Я раздраженно дернула уголком губ.

– И какое же у меня лицо?

– Лицо человека, который осознал всю глубину и широту грядущей проблемы, но пока не знает, как к ней подступиться.

Спорить с подругой, убежденной в своей правоте, было бесполезно.

Но её уверенность была не безосновательной.

– Когда мы посетили соседскую квартиру в первый раз, – начала я со вздохом огорчения, – вернее, когда внеслись туда на всех порах, горящие желанием вставить детишкам нравоучительные пистоны…

– Ты внеслась, – решила уточнить подруга. – И ты горела.

– Окей, я внеслась, – быстро согласилась я. – В общем, у них там были разные магические предметы.

– Ты уже об этом говорила, – припомнила Ниса. – Буквально недавно.

– И говорю вновь, – начала раздражаться я. – Потому что это важно.

– Думаешь, во всем виноваты детишки? – уловила Ниса мой намек.

– Что если, – я подняла больной взгляд на подругу, – они вызвали её, как когда-то вызвали мы?

– Хочешь сказать, – начала подруга неуверенно, – они вызвали Пиковую Даму?
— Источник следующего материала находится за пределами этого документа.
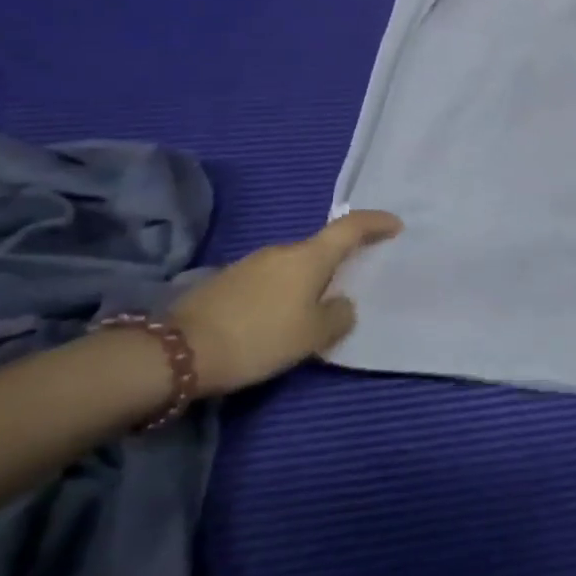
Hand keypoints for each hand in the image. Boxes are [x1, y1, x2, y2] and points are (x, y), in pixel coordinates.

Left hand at [170, 210, 401, 395]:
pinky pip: (269, 281)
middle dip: (338, 263)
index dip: (376, 223)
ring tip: (312, 313)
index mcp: (309, 256)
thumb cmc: (260, 337)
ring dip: (307, 282)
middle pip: (320, 249)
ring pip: (292, 267)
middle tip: (351, 286)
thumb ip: (338, 316)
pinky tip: (276, 321)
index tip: (395, 225)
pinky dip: (282, 294)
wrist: (180, 352)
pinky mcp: (226, 282)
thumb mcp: (313, 335)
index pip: (350, 228)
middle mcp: (281, 250)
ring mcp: (250, 263)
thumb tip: (341, 305)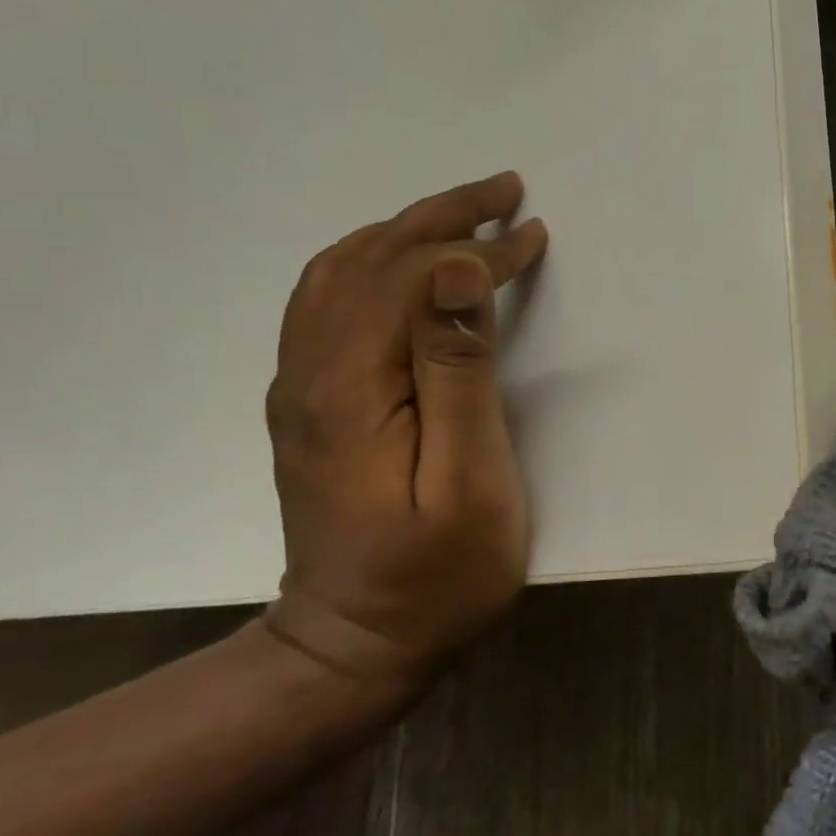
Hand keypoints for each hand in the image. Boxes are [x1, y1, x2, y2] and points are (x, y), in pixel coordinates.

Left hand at [262, 173, 547, 692]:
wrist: (356, 646)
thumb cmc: (436, 571)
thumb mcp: (468, 477)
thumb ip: (458, 370)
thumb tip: (455, 272)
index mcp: (350, 387)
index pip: (412, 279)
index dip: (476, 251)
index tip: (533, 236)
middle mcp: (310, 373)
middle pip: (368, 261)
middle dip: (440, 216)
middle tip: (503, 190)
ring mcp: (302, 387)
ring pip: (340, 274)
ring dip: (404, 231)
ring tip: (463, 215)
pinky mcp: (312, 402)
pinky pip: (329, 302)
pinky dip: (374, 262)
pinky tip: (407, 265)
И она пришла?

– Да никакая это не Пиковая Дама! – не выдержала я, ударив кулаком по столу.

– Хорошо, хорошо, – примиряюще замахала руками подруга. – Тень. Они они позвали тень – и она пришла?

 

– Пришла, – горько подтвердила я. – И завладела телом девчонки с цветными волосами. Вспомни, что сказала Морин. С детьми проще. И если на самом деле не все из детишек являются людьми, то из-за наличия в ком-то из них магии ритуал действительно сработал.

– Хорошо, допустим, – начала раскачиваться подруга на табуретке, противно скрипя ножками. – Подростки начали проводить ритуал по вызову… чего-то. Обычно люди пытаются вызвать какого-нибудь духа, это самая неоригинальная идея из всех возможных, но самая популярная. Засевшая в твоем зеркале тварь это услышала. Явилась на зов. Вторглась в тело девчонки… а дальше что?
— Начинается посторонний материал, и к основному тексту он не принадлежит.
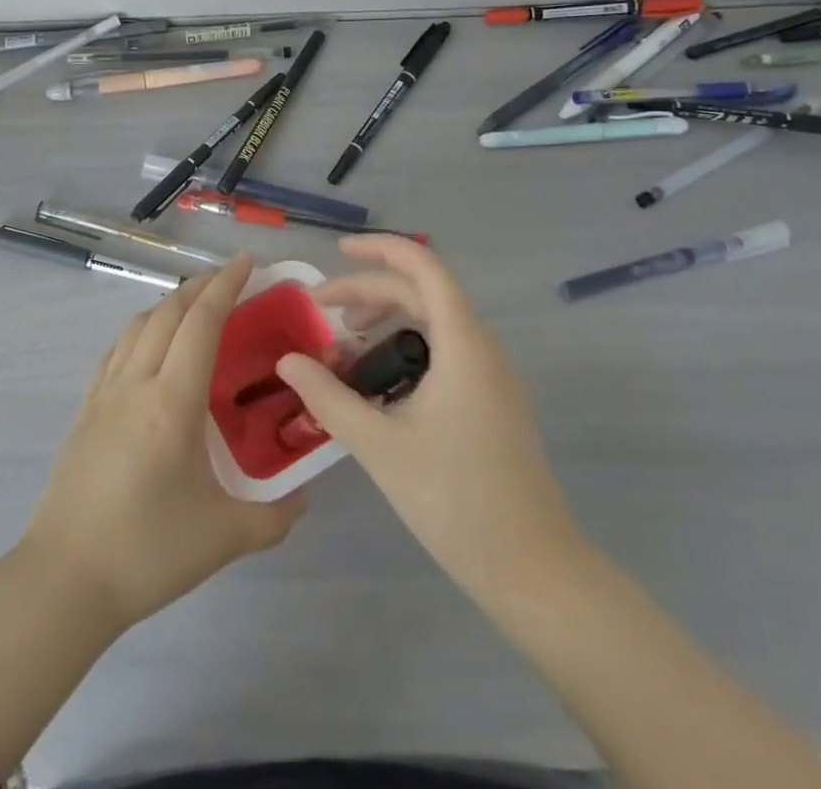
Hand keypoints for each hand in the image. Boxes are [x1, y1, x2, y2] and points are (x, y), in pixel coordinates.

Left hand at [22, 256, 304, 634]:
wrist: (64, 579)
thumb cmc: (147, 551)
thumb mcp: (224, 537)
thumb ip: (273, 517)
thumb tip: (302, 499)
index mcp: (172, 400)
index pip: (202, 322)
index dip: (225, 285)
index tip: (246, 261)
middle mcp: (136, 382)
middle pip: (168, 312)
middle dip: (201, 285)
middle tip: (230, 277)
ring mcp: (104, 393)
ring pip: (138, 325)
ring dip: (169, 304)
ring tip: (195, 306)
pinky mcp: (85, 409)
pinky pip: (117, 350)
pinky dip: (141, 329)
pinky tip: (150, 345)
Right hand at [275, 236, 582, 605]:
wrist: (534, 571)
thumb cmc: (456, 501)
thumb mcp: (380, 446)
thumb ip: (329, 398)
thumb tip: (287, 361)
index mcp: (463, 345)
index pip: (424, 268)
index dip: (381, 249)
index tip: (338, 252)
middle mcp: (482, 348)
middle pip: (422, 294)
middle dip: (368, 292)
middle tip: (320, 310)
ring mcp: (492, 376)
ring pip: (434, 323)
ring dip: (387, 320)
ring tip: (344, 345)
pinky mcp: (493, 402)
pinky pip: (445, 351)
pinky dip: (406, 348)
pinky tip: (378, 383)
– А что дальше? – эхом откликнулась я, чувствуя, как ко мне на когтистых лапах подкрадывается мигрень.

– Как ребенок оказался здесь, в квартире? Дверь была заперта. Когда мы уходили ты лично заперла замок. А когда вернулись, она все ещё была заперта! Я не думаю, что тварь способна перемещаться сквозь стены, находясь в чужом теле, Ди. Дальше новый вопрос: кто и зачем устроил погром в твоей спальне? Нет, все же что-то здесь не складывается.

– Не знаю, – я остервенело потерла начавшие ломить виски. Дурнота накатила очень быстро. Быстрее, чем обычно. Быстрее, чем я предполагала. – Сейчас не могу об этом думать. Голова болит.

– Тебе надо лечь, – решила за меня подруга. – Ты какая-то бледная. И взгляд у тебя странный. Мутный и дурной.

– Да, – согласилась я, чувствуя, как силы покидают с каждым вздохом и глаза все трудней удерживать открытыми. – Надо лечь.

Пока я пыталась рассмотреть мир сквозь маленькие щелочки настойчиво закрывающихся глаз, подруга подхватила меня за талию, вынуждая подняться, и куда-то повела. Ощущала я себя непривычно, двойственно, как если бы находилась одновременно в двух мирах – в мире сновидений и в мире яви. Как если бы я уже уснула, но при этом какой-то маленькой, все ещё бодрствующей частичкой себя, цеплялась за реальность.

– Ложись, – тихо проговорила, вернее, почти прошептала подруга, опуская меня куда-то вниз.

Я ощутила под собой мягкость подушек и пружинистость матраса, а следом сверху легло нечто пушистое, очень мягкое на ощупь, успокаивающее.

– Спи, – напоследок прошептала подруга, поцеловав меня в лоб.

Мягкое шуршание удаляющихся шагов, аккуратно притворенная дверь и тьма, в которую я провалилась как в пропасть.

Глава XXVI

Это было странно.

Всё, что я видела, было странным. Неестественным, вывернутым наизнанку. Чрезмерно выпуклым и выгнутым. Опасно надломленным и грубо насмешливым. Я была внутри чего-то автономного, что конструировал злой чародей, использовавший всё исковерканное, уродливое, порочное, мутировавшее.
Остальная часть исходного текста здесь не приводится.